◆ INFORMATION GIVEN ◆
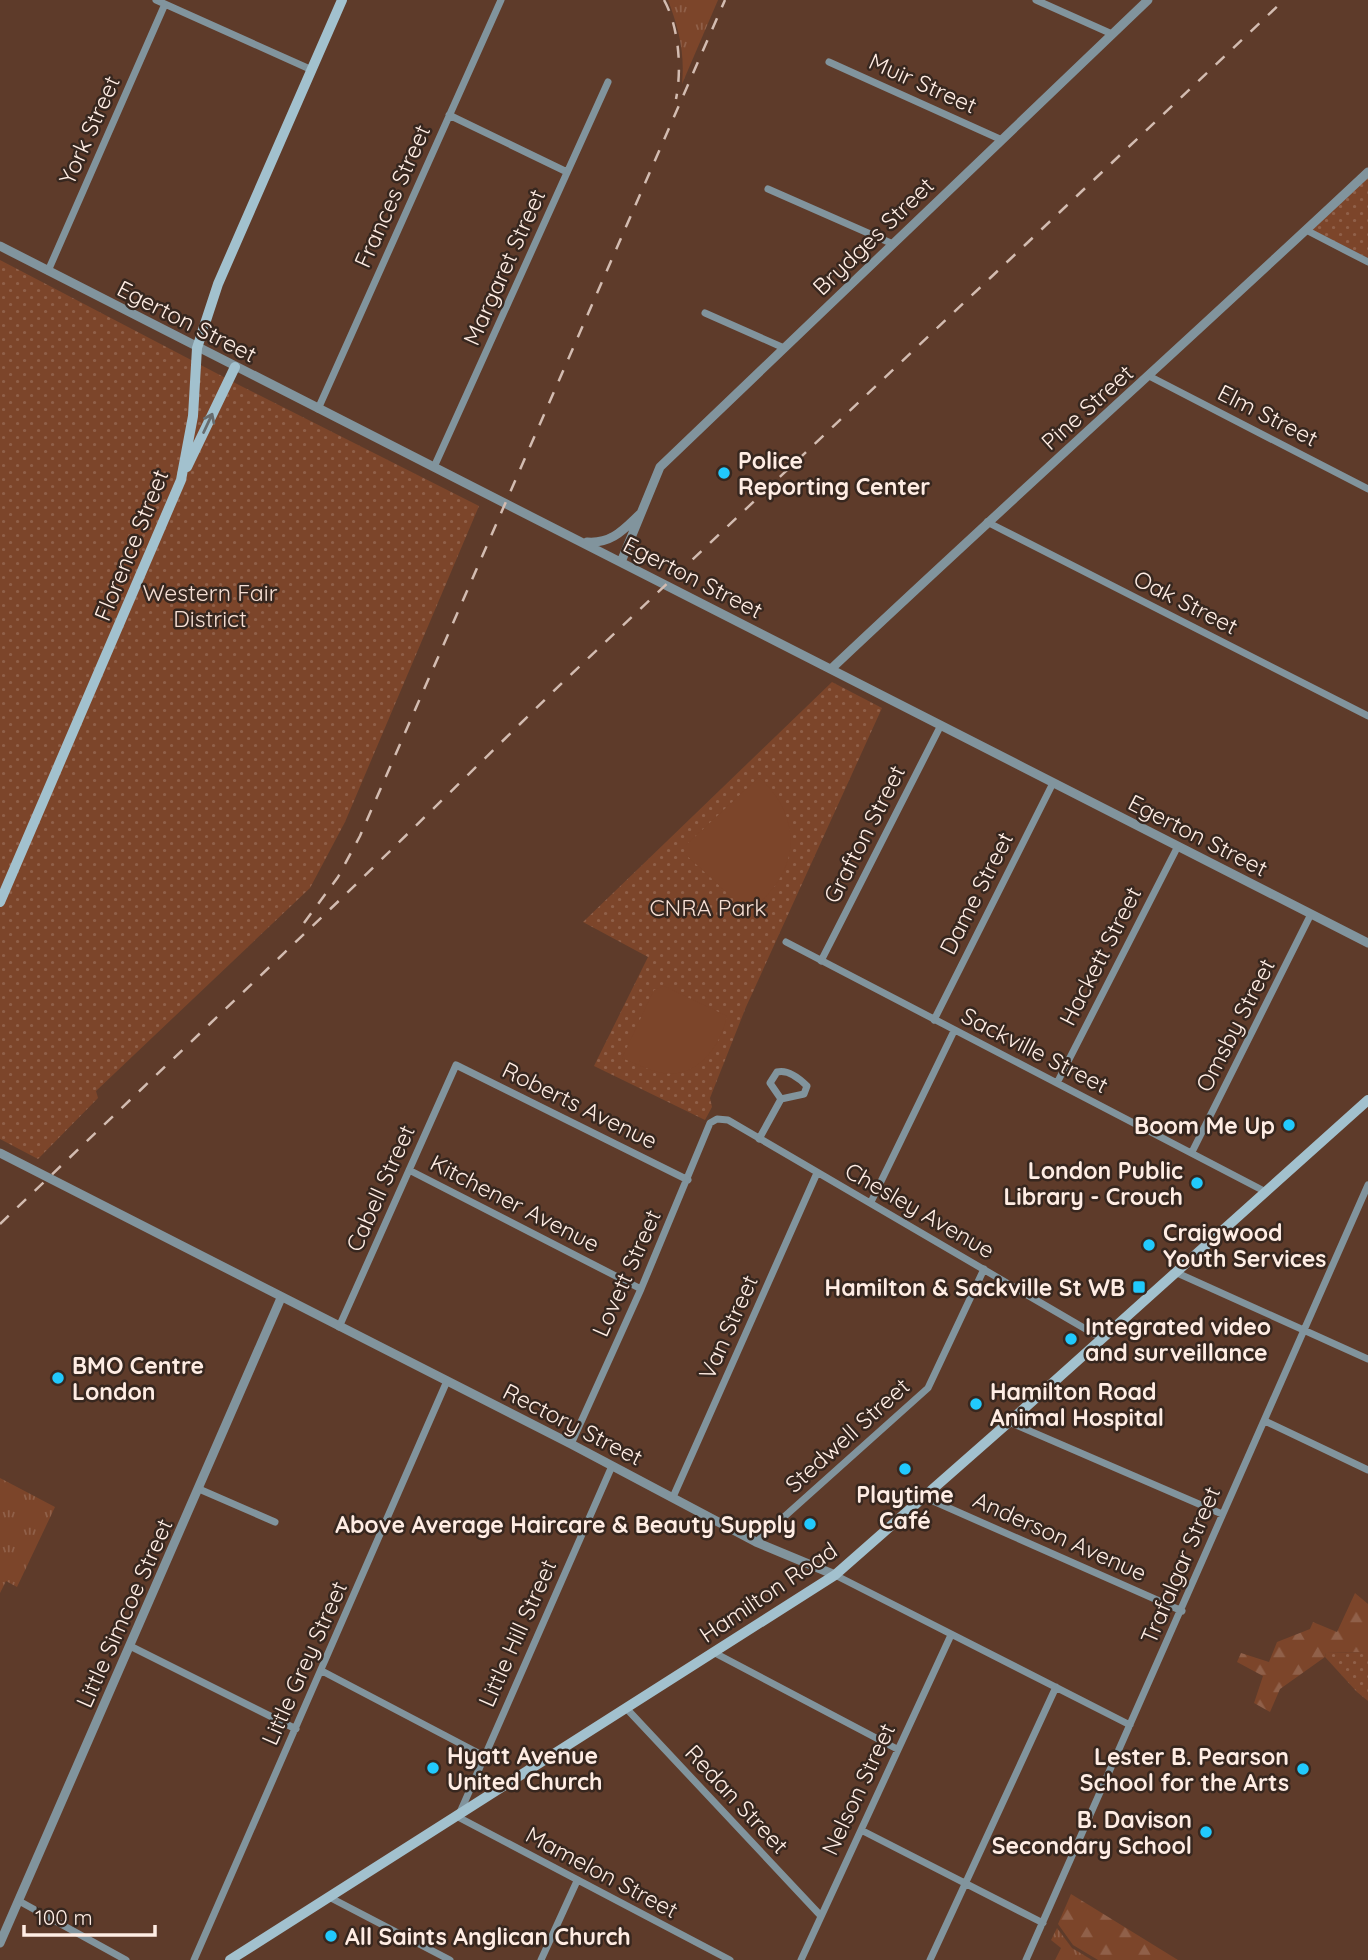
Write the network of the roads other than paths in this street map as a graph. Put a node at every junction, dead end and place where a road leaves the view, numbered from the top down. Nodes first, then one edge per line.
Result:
1 (156, 0) edge
2 (342, 0) edge
3 (500, 0) edge
4 (1036, 0) edge
5 (1148, 0) edge
6 (165, 4) junction
7 (1112, 34) junction
8 (829, 62) dead end
9 (312, 69) junction
10 (608, 82) dead end
11 (449, 115) junction
12 (1002, 140) junction
13 (567, 172) junction
14 (1368, 172) edge
15 (768, 189) dead end
16 (1306, 230) junction
17 (892, 244) junction
18 (0, 246) edge
19 (1368, 262) edge
20 (48, 271) junction
21 (705, 313) dead end
22 (197, 348) junction
23 (784, 348) junction
24 (235, 367) junction
25 (1149, 376) junction
26 (318, 409) junction
27 (434, 467) junction
28 (181, 480) junction
29 (1368, 489) edge
30 (643, 512) junction
31 (987, 522) junction
32 (582, 542) junction
33 (621, 562) junction
34 (831, 669) junction
35 (1368, 716) edge
36 (941, 725) junction
37 (1053, 783) junction
38 (1178, 846) junction
39 (0, 902) edge
40 (1311, 914) junction
41 (786, 942) dead end
42 (1368, 943) edge
43 (821, 961) junction
44 (934, 1020) junction
45 (954, 1031) junction
46 (456, 1065) joint
47 (1057, 1083) junction
48 (781, 1099) junction
49 (1368, 1100) edge
50 (1357, 1110) junction
51 (1368, 1114) edge
52 (717, 1119) joint
53 (759, 1139) junction
54 (0, 1153) edge
55 (1192, 1153) junction
56 (409, 1170) junction
57 (817, 1173) junction
58 (688, 1180) junction
59 (1368, 1185) edge
60 (1266, 1192) junction
61 (871, 1202) junction
62 (984, 1269) junction
63 (1175, 1272) junction
64 (641, 1289) junction
65 (281, 1298) junction
66 (339, 1327) junction
67 (1303, 1330) junction
68 (1101, 1338) junction
69 (1368, 1359) edge
70 (447, 1381) junction
71 (1265, 1421) junction
72 (1009, 1422) junction
73 (571, 1444) junction
74 (612, 1466) junction
75 (1368, 1470) edge
76 (199, 1489) junction
77 (673, 1497) junction
78 (924, 1497) junction
79 (1222, 1514) junction
80 (275, 1522) dead end
81 (756, 1542) junction
82 (835, 1575) junction
83 (1182, 1611) junction
84 (951, 1635) junction
85 (131, 1646) junction
86 (713, 1652) junction
87 (322, 1671) junction
88 (1056, 1687) junction
89 (626, 1708) junction
90 (1130, 1725) junction
91 (296, 1729) junction
92 (897, 1749) junction
93 (484, 1756) junction
94 (458, 1817) junction
95 (861, 1830) junction
96 (577, 1881) junction
97 (965, 1884) junction
98 (329, 1898) junction
99 (19, 1901) junction
100 (821, 1916) junction
101 (1043, 1923) junction
102 (0, 1943) edge
103 (126, 1960) edge
104 (194, 1960) edge
105 (230, 1960) edge
106 (450, 1960) edge
107 (541, 1960) edge
108 (730, 1960) edge
109 (801, 1960) edge
110 (930, 1960) edge
111 (1026, 1960) edge

1 - 6 street
2 - 9 main road, Florence Street
3 - 11 street, Frances Street
4 - 7 street
5 - 7 street, Brydges Street
6 - 9 street
6 - 20 street, York Street
7 - 12 street, Brydges Street
8 - 12 street, Muir Street
9 - 22 main road, Florence Street
10 - 13 street, Margaret Street
11 - 13 street
11 - 26 street, Frances Street
12 - 17 street, Brydges Street
13 - 27 street, Margaret Street
14 - 16 street, Pine Street
15 - 17 street
16 - 19 street
16 - 25 street, Pine Street
17 - 23 street, Brydges Street
18 - 20 street, Egerton Street
20 - 22 street, Egerton Street
21 - 23 street
22 - 24 street, Egerton Street
22 - 28 main road, Florence Street
23 - 30 street, Brydges Street
24 - 26 street, Egerton Street
28 -> 24 main road
25 - 29 street, Elm Street
25 - 31 street, Pine Street
26 - 27 street, Egerton Street
27 - 32 street, Egerton Street
28 - 39 main road, Florence Street
30 - 32 street
30 - 33 street, Brydges Street
31 - 34 street, Pine Street
31 - 35 street, Oak Street
32 - 33 street, Egerton Street
33 - 34 street, Egerton Street
34 - 36 street, Egerton Street
36 - 37 street, Egerton Street
36 - 43 street, Grafton Street
37 - 38 street, Egerton Street
37 - 44 street, Dame Street
38 - 40 street, Egerton Street
38 - 47 street, Hackett Street
40 - 42 street, Egerton Street
40 - 55 street, Omsby Street
41 - 43 street, Sackville Street
43 - 44 street, Sackville Street
44 - 45 street, Sackville Street
45 - 47 street, Sackville Street
45 - 61 street
46 - 56 street, Cabell Street
46 - 58 street, Roberts Avenue
47 - 55 street, Sackville Street
48 - 48 street
48 - 53 street
49 - 50 main road, Hamilton Road
50 - 51 street
50 - 60 main road, Hamilton Road
52 - 53 street, Chesley Avenue
52 - 58 street, Lovett Street
53 - 57 street, Chesley Avenue
54 - 65 street, Rectory Street
55 - 60 street, Sackville Street
56 - 64 street, Kitchener Avenue
56 - 66 street, Cabell Street
57 - 61 street, Chesley Avenue
57 - 77 street, Van Street
58 - 64 street, Lovett Street
59 - 67 street, Trafalgar Street
60 - 63 main road, Hamilton Road
61 - 62 street, Chesley Avenue
62 - 68 street, Chesley Avenue
62 - 81 street, Stedwell Street
63 - 67 street
63 - 68 main road, Hamilton Road
64 - 73 street, Lovett Street
65 - 66 street, Rectory Street
65 - 76 street, Little Simcoe Street
66 - 70 street, Rectory Street
67 - 69 street
67 - 71 street, Trafalgar Street
68 - 72 main road, Hamilton Road
70 - 73 street, Rectory Street
70 - 87 street, Little Grey Street
71 - 75 street
71 - 79 street, Trafalgar Street
72 - 78 main road, Hamilton Road
72 - 79 street
73 - 74 street, Rectory Street
74 - 77 street, Rectory Street
74 - 93 street, Little Hill Street
76 - 80 street
76 - 85 street, Little Simcoe Street
77 - 81 street, Rectory Street
78 - 82 main road, Hamilton Road
78 - 83 street, Anderson Avenue
79 - 83 street, Trafalgar Street
81 - 82 street, Rectory Street
82 - 84 street, Rectory Street
82 - 86 main road, Hamilton Road
83 - 90 street, Trafalgar Street
84 - 88 street, Rectory Street
84 - 92 street, Nelson Street
85 - 91 street
85 - 99 street, Little Simcoe Street
86 - 89 main road, Hamilton Road
86 - 92 street
87 - 91 street, Little Grey Street
87 - 93 street
88 - 90 street, Rectory Street
88 - 97 street
89 - 94 main road, Hamilton Road
89 - 100 street, Redan Street
90 - 101 street, Trafalgar Street
91 - 104 street, Little Grey Street
92 - 95 street, Nelson Street
93 - 94 street, Little Hill Street
94 - 96 street, Mamelon Street
94 - 98 main road, Hamilton Road
95 - 97 street
95 - 100 street, Nelson Street
96 - 107 street
96 - 108 street, Mamelon Street
97 - 101 street
97 - 110 street
98 - 105 main road, Hamilton Road
98 - 106 street
99 - 102 street, Little Simcoe Street
99 - 103 street
100 - 109 street, Nelson Street
101 - 111 street, Trafalgar Street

◆ TASK ◆
Read through the data above. Report each line that has the word "Pine".

◆ RESULT OF THE EXERCISE ◆
14 - 16 street, Pine Street
16 - 25 street, Pine Street
25 - 31 street, Pine Street
31 - 34 street, Pine Street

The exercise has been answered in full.